The cost-sharing sweet spot

Source: Flickr (Creative Commons)Value-based insurance designs (VBID) provide cost incentives to encourage individuals to utilize certain highly effective medications in order to cut costs while improving quality and health outcomes. While this has mostly been done in the private market, less is known about the impact of increased cost sharing for prescription drugs for Medicaid patients.

Medicaid patients, who are likely to be more financially sensitive to small increases in out-of-pocket costs, could be encouraged to use certain cost effective medications by decreasing the co-payments, in theory improving medication utilization and decreasing overall Medicaid costs.

Does decreasing out-of-pocket costs for important generic prescription drugs actually increase their use and decrease overall costs? Massachusetts implemented a new prescription drug policy in their Medicaid program that may answer this question.

In 2009, MassHealth implemented a two-step co-payment increase aimed at increasing use of generics for certain target medications in cardiovascular health, specifically blood pressure, cholesterol, and diabetic medications. Initially, all generic medications under MassHealth were $1, while all brand names were $3. Their policy change increased the price of generic prescriptions for non-target prescriptions to $2, while all brand name prescriptions remained at $3. Later, in July 2010, all non-target generics increased to the maximum of $3, the same as the price of brand name prescriptions.

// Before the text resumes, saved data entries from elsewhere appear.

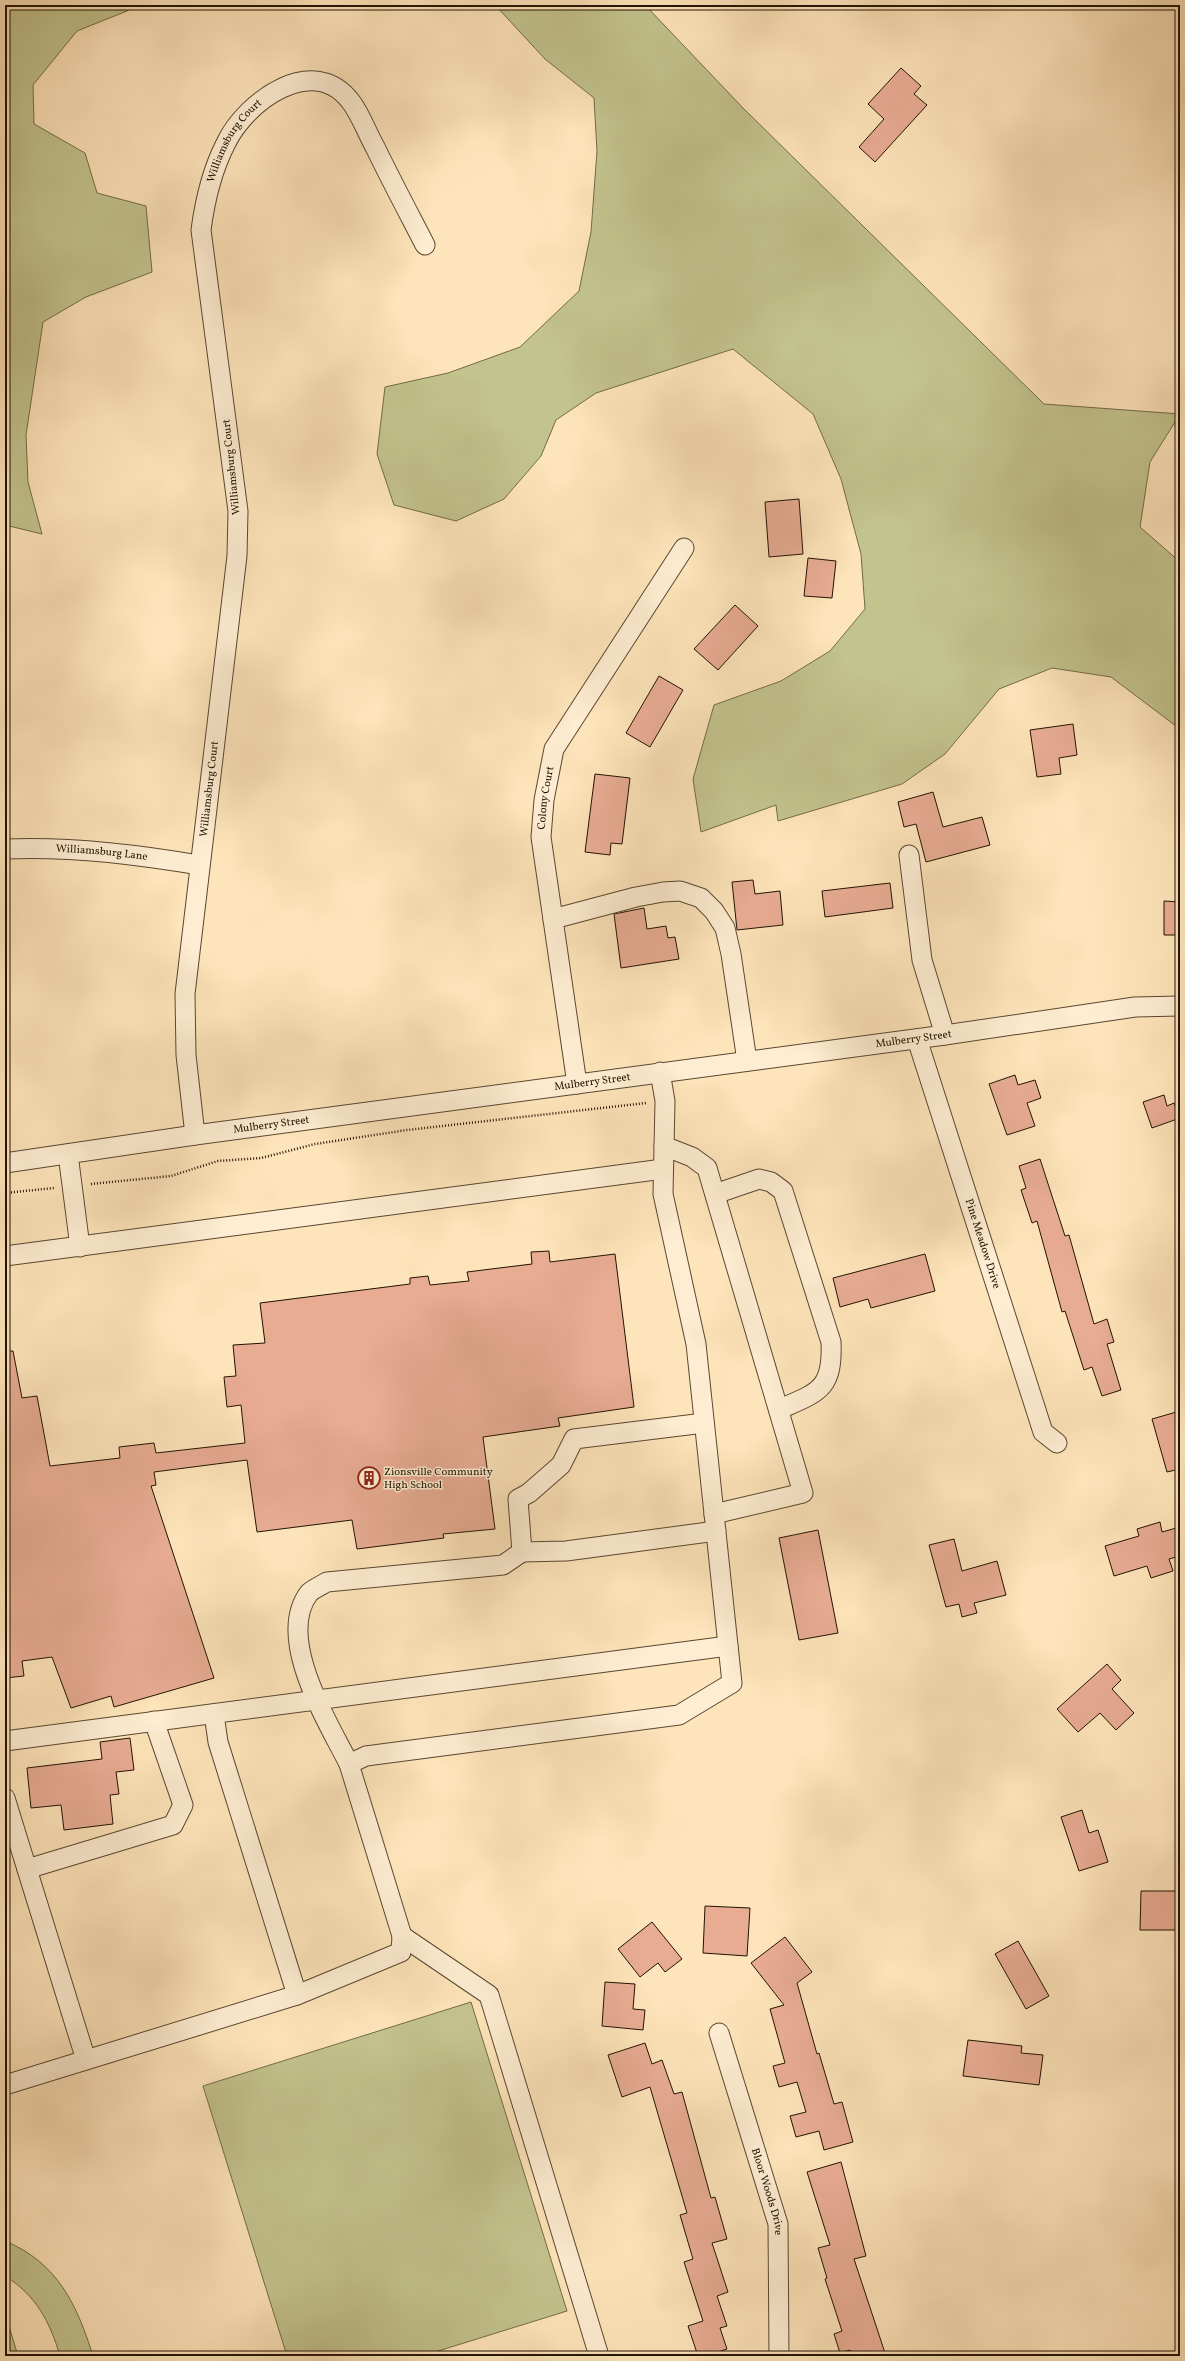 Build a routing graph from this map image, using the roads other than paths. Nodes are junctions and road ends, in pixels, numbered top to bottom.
1 (424, 245) dead end
2 (684, 548) dead end
3 (5, 849) edge
4 (909, 855) dead end
5 (199, 864) junction
6 (553, 919) junction
7 (1180, 1006) edge
8 (945, 1035) junction
9 (917, 1039) junction
10 (747, 1061) junction
11 (660, 1072) junction
12 (577, 1084) junction
13 (195, 1135) junction
14 (664, 1146) junction
15 (68, 1154) junction
16 (5, 1163) edge
17 (663, 1169) junction
18 (715, 1194) junction
19 (80, 1247) junction
20 (5, 1256) edge
21 (780, 1409) junction
22 (704, 1423) junction
23 (1057, 1443) dead end
24 (715, 1522) junction
25 (522, 1552) junction
26 (728, 1646) junction
27 (316, 1699) junction
28 (214, 1714) junction
29 (154, 1721) junction
30 (5, 1741) edge
31 (349, 1764) junction
32 (5, 1798) edge
33 (27, 1869) junction
34 (402, 1936) junction
35 (297, 1995) junction
36 (719, 2033) dead end
37 (86, 2060) junction
38 (5, 2085) edge
39 (599, 2356) edge
40 (779, 2356) edge

1 - 5 street, Williamsburg Court
2 - 6 street, Colony Court
3 - 5 street, Williamsburg Lane
4 - 8 street
5 - 13 street, Williamsburg Court
6 - 10 street
6 - 12 street, Colony Court
7 - 8 street, Mulberry Street
8 - 9 street, Mulberry Street
9 - 10 street, Mulberry Street
9 - 23 street, Pine Meadow Drive
10 - 11 street, Mulberry Street
11 - 12 street, Mulberry Street
11 - 14 street
12 - 13 street, Mulberry Street
13 - 15 street, Mulberry Street
14 - 17 street
14 - 18 street
15 - 16 street, Mulberry Street
15 - 19 street
17 - 19 street
17 - 22 street
18 - 21 street
18 - 21 street
19 - 20 street
21 - 24 street
22 - 24 street
22 - 25 street
24 - 25 street
24 - 26 street
25 - 27 street
26 - 27 street
26 - 31 street
27 - 28 street
27 - 31 street
28 - 29 street
28 - 35 street
29 - 30 street
29 - 33 street
31 - 34 street
32 - 33 street
33 - 37 street
34 - 35 street
34 - 39 street
35 - 37 street
36 - 40 street, Bloor Woods Drive
37 - 38 street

Did it work? Well, yes and no. The intended impact of the policy was seen, with a moderate increase in generic prescription drug use by 0.93%, or about 28,000 more prescriptions. However, as the cost of generic non-target prescriptions increased, the use of non-target brand name prescriptions increased. By the end of 2010, there were 272,100 more brand name prescriptions filled that were attributed to the policy change.

Commentary

While there was only 1 additional target generic prescription filled for every 35 non-elderly adult enrollees, there was 1 additional brand name prescription for every 3.6 non-elderly enrollees. Not surprisingly, this suggests that when given an option, people tend to purchase brand name medications over generics. Sure, the policy increased generic prescription drug use, but the increase in brand name prescription drug use was much more, begging the question of whether the policy change really decreased costs at all.

Still, policy changes like these don’t occur in a vacuum—there could be other factors affecting prescription drug use in this population. during the time of this policy initiative, which could have affected prescription drug utilization. Furthermore, this behavior may not be applicable to the private market, which may require larger increases in co-payments to cause a change in prescription drug utilization.

While this policy may initially increase Medicaid prescription drug costs, if the increased use of the targeted medications results in decreased hospitalizations and other associated health care use, there could be an overall decrease in health care costs.

Lieberman D. et. al. Medical Care. 2014 52 (5): 422-427.